RECORDS SHOWN:
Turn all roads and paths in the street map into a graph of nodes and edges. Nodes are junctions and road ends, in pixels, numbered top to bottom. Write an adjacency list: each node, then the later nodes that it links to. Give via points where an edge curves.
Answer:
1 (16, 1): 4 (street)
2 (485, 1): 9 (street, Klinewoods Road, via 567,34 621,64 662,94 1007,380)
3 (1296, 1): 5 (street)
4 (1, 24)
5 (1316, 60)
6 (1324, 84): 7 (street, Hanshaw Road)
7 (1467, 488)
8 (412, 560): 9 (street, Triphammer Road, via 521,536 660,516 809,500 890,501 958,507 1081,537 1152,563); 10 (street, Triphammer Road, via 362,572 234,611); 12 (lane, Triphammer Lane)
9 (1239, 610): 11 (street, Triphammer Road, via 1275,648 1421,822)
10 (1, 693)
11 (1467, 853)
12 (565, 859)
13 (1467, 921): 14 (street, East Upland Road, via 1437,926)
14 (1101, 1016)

EXERCISE DESCRIPTION: The expected response is the full set of records, reproduced exactly.

COMPLETED EXERCISE:
Turn all roads and paths in the street map into a graph of nodes and edges. Nodes are junctions and road ends, in pixels, numbered top to bottom. Write an adjacency list: each node, then the later nodes that it links to. Give via points where an edge curves.
Answer:
1 (16, 1): 4 (street)
2 (485, 1): 9 (street, Klinewoods Road, via 567,34 621,64 662,94 1007,380)
3 (1296, 1): 5 (street)
4 (1, 24)
5 (1316, 60)
6 (1324, 84): 7 (street, Hanshaw Road)
7 (1467, 488)
8 (412, 560): 9 (street, Triphammer Road, via 521,536 660,516 809,500 890,501 958,507 1081,537 1152,563); 10 (street, Triphammer Road, via 362,572 234,611); 12 (lane, Triphammer Lane)
9 (1239, 610): 11 (street, Triphammer Road, via 1275,648 1421,822)
10 (1, 693)
11 (1467, 853)
12 (565, 859)
13 (1467, 921): 14 (street, East Upland Road, via 1437,926)
14 (1101, 1016)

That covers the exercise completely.